Verificação de vibração

É fácil congelar com os presentes de Natal, especialmente com pessoas que você não vê com frequência. Querendo dar algo isso sinaliza o seu pensamento e o cuidado nem sempre vem com a clareza sobre o que esse algo deveria ser.

Nova votação de Centro de Pesquisa de Assuntos Públicos da Associated Press-NORC oferece alguma segurança. Quase 9 em cada 10 dizem que é aceitável dar dinheiro (88%) ou cartões-presente (87%). Até mesmo devolver ou dar itens de segunda mão – há muito tratados como uma gafe social – agora supera a barreira para uma sólida maioria: 64% dizem que está tudo bem.

A idade, sem surpresa, molda essas opiniões. Adultos com idades entre 18 e 45 anos estão significativamente mais abertos a presentes de segunda mão do que aqueles com 45 anos ou mais (73% vs. 58%), refletindo a crescente normalização da cultura da parcimônia e da revenda. O outro lado é que o entusiasmo por dinheiro e cartões-presente diminui com a idade, sugerindo que os americanos mais velhos ainda dão mais importância à apresentação – ou pelo menos ao fingimento.

A pesquisa também vai além dos presentes, examinando como as pessoas estão passando as férias. Quase metade dos adultos (44%) planeia ir para a cama antes da meia-noite na véspera de Ano Novo – uma forma discreta de encerrar um ano que muitos parecem prontos para seguir em frente.

Ainda assim, permanecem sinais de entusiasmo sazonal. Cerca de um terço dos americanos dizem que usaram ou planejam usar um suéter ou acessórios natalinos este mês. E 30% estão entrando no espírito comprando presentes para seus animais de estimação – incluindo presentes para companhia. Este ano, fizemos um teste de DNA para nosso cão do abrigo e estou muito animado para saber mais sobre ele.

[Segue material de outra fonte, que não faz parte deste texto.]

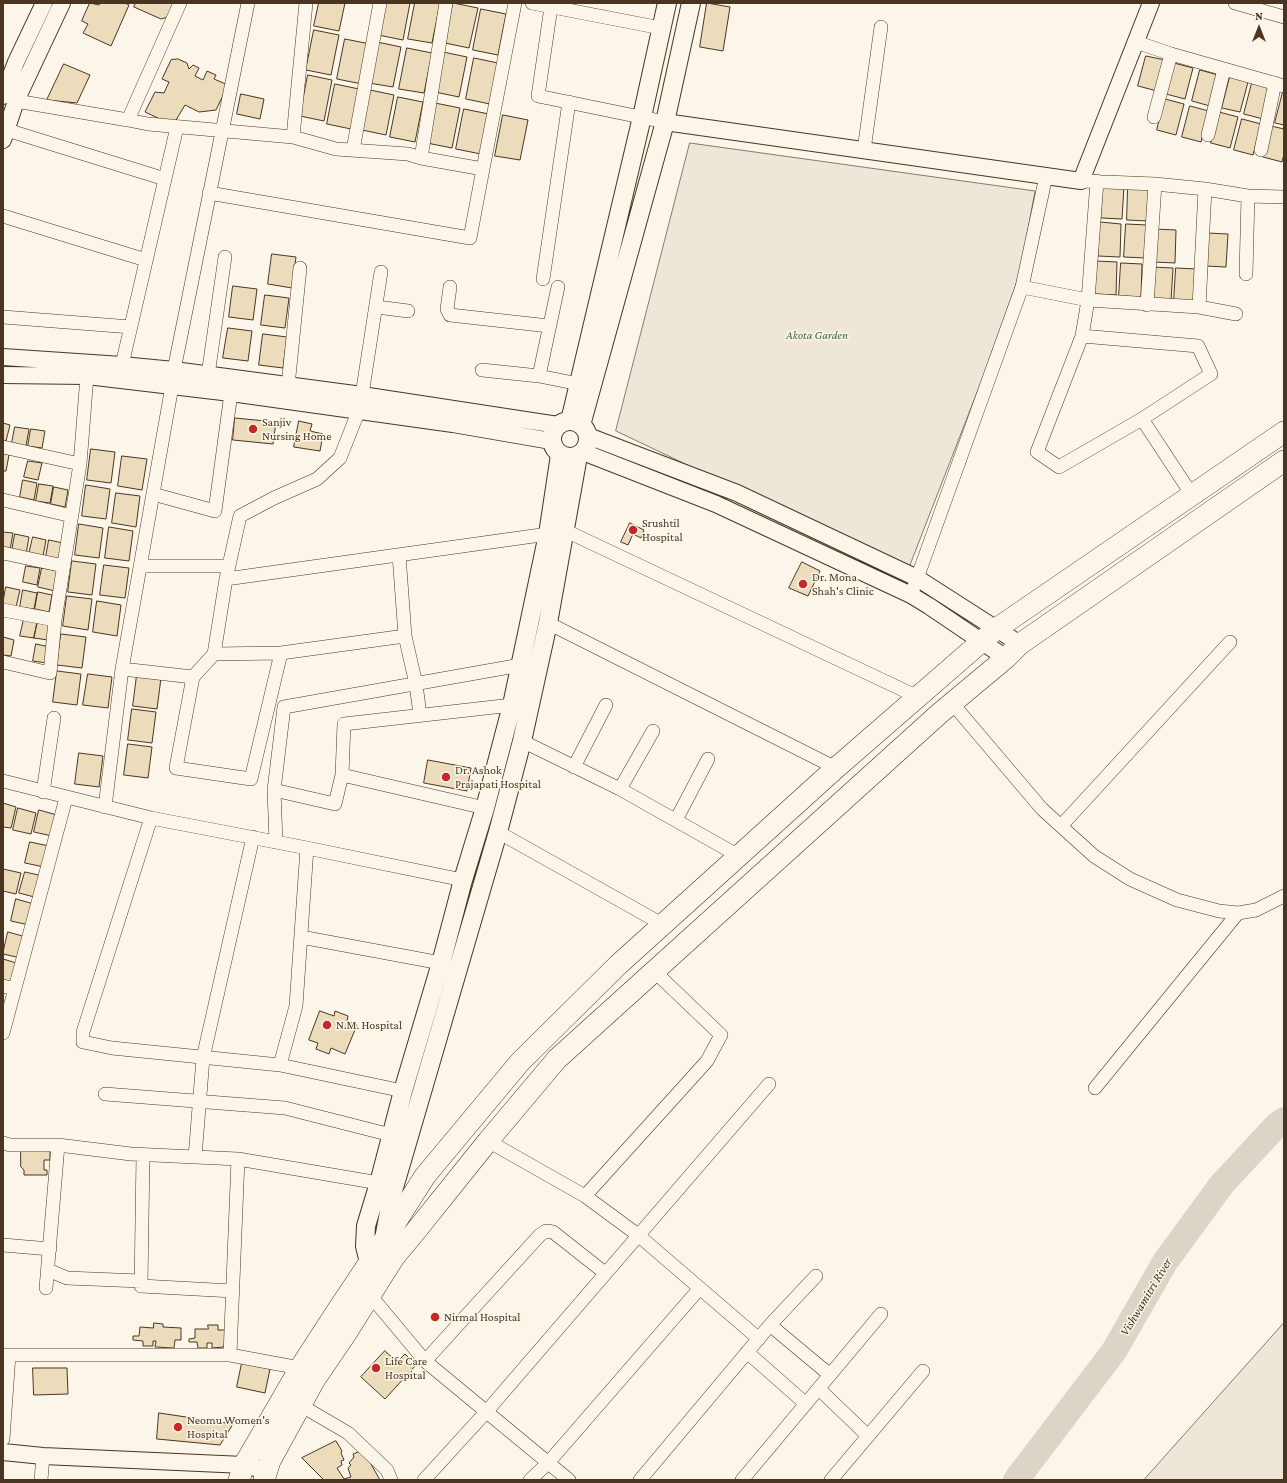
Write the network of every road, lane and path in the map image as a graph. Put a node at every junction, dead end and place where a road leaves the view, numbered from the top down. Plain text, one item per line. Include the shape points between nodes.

Quanto ao próprio dia de Natal, as tradições variam. Quase um quarto dos americanos (24%) afirma que assistirá a esportes, enquanto 5% planejam ir ao cinema.

Por favor, fale nos comentários e conte-nos como você está passando as férias. Você está mantendo as coisas discretas? Aderindo a velhas tradições? Estragar seus animais de estimação? Seja como for que você esteja marcando a temporada, queremos ouvi-lo – e boas festas!